Posts by Slicker

1) Message boards : News : Use at your own risk (Message 804)
Posted 17 hours ago by Slicker
Post:
The validate inconclusive result issue should be fixed now. For whatever reason, some windows apps are not reporting the elapsed time correctly and one of the validator rules is to make sure that the WU runtime is reasonable. For example, if a WU finishes in only 3 seconds, there's no way it is valid. So rather than get the elapsed time from the WU, it now counts on the run time reported by the BOINC client for the non-GPU windows apps. There were 87 such results that have now been revalidated and granted credit.
2) Message boards : Number crunching : Validation Pending? (Message 803)
Posted 17 hours ago by Slicker
Post:
The validate inconclusive result issue should be fixed now. For whatever reason, some windows apps are not reporting the elapsed time correctly and one of the validator rules is to make sure that the WU runtime is reasonable. For example, if a WU finishes in only 3 seconds, there's no way it is valid. So rather than get the elapsed time from the WU, it now counts on the run time reported by the BOINC client for the non-GPU windows apps. There were 87 such results that have now been revalidated and granted credit.
3) Message boards : News : Use at your own risk (Message 735)
Posted 7 days ago by Slicker
Post:
4 more validator versions later and results are now being granted credit.

Now to figure out how to resubmit all the WUs to be re-validated so they can get credit.
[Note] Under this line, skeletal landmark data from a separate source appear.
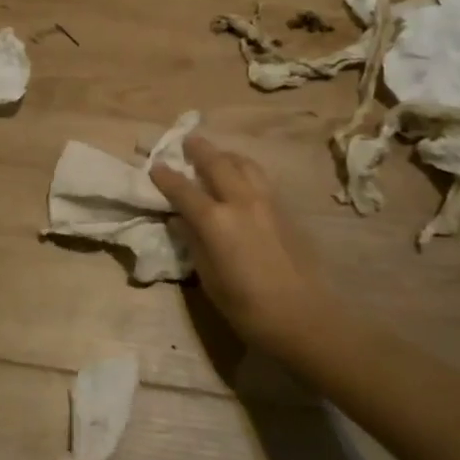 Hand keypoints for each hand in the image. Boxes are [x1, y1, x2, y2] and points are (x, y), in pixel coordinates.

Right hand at [151, 135, 338, 359]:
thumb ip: (194, 243)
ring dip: (226, 155)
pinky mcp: (286, 210)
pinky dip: (246, 169)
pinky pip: (261, 177)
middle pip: (217, 163)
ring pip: (244, 164)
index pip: (183, 190)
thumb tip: (181, 221)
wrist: (305, 317)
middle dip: (199, 150)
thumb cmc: (248, 308)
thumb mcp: (209, 279)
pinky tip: (243, 178)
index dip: (166, 177)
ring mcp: (267, 202)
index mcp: (215, 221)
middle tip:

MySQL runs out of memory if I submit all but submitting 1k and a time could take me weeks and in the mean time, others may turn in a valid result negating the original even thought it was valid.
4) Message boards : News : Use at your own risk (Message 723)
Posted 8 days ago by Slicker
Post:
I'm still trying to figure out why the WUs are getting marked as invalid when they are not.... I'm tempted to go back to the old validator source code and add in the new encryption as code since that worked OK. In the mean time, feel free to suspend or switch to other projects until I get this figured out.
5) Message boards : News : Use at your own risk (Message 600)
Posted 14 days ago by Slicker
Post:
The issue is that someone is trying to hack the output and their crap is causing the validator to crash. I'm trying to add code to filter their invalid results so it will stop crashing on every bad WU returned.
6) Message boards : News : Use at your own risk (Message 560)
Posted 22 days ago by Slicker
Post:
There's no join in Mudville!

The previous fix for the CPU credits wasn't working. Or rather, it didn't fix (and by fix I mean remove the stupid BOINC code that assumes all projects use floating point arithmetic). So, I commented out several hundred more lines of creditnew madness in both the validator.cpp and credit.cpp BOINC source code and then recompiled the server daemons.
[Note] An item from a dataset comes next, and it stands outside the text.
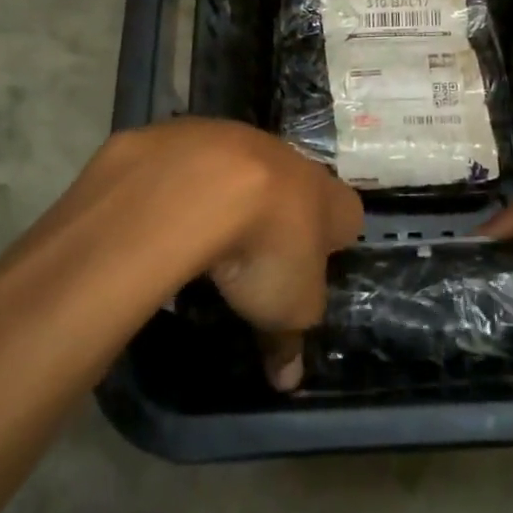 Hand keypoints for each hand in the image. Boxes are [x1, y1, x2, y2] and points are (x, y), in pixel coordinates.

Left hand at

I also manually changed the credits for the 204 WUs that were valid but not granted any credit.

If you run into a a problem, please provide the host id and result id as it makes it a lot easier to track down the problems. (Thanks, Conan for providing that info which led to this latest fix.)
7) Message boards : News : Use at your own risk (Message 559)
Posted 22 days ago by Slicker
Post:
> CUDA: NVIDIA GPU 0: GeForce GTX 1050 (driver version 390.48, CUDA version 9.1, compute capability 6.1, 1997MB, 1698MB available, 1862 GFLOPS peak)
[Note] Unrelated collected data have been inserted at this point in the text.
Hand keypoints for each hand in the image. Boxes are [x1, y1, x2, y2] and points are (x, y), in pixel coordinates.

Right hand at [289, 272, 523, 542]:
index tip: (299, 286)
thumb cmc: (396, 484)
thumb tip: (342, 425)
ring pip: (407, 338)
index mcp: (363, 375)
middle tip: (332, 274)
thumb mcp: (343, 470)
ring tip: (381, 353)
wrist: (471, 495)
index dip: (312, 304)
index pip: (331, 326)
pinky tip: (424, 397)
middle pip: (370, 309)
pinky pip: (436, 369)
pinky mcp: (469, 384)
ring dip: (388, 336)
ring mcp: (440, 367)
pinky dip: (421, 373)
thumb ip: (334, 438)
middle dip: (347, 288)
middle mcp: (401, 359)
Collatz only has OpenCL apps, not CUDA and from the description above, there's no OpenCL installed. Check out https://wiki.tiker.net/OpenCLHowTo
8) Message boards : Number crunching : Constantly no credits on Sieve v1.40 work units (Message 544)
Posted 24 days ago by Slicker
Post:
Fixed? Not fixed?
9) Message boards : News : Use at your own risk (Message 543)
Posted 24 days ago by Slicker
Post:
You think!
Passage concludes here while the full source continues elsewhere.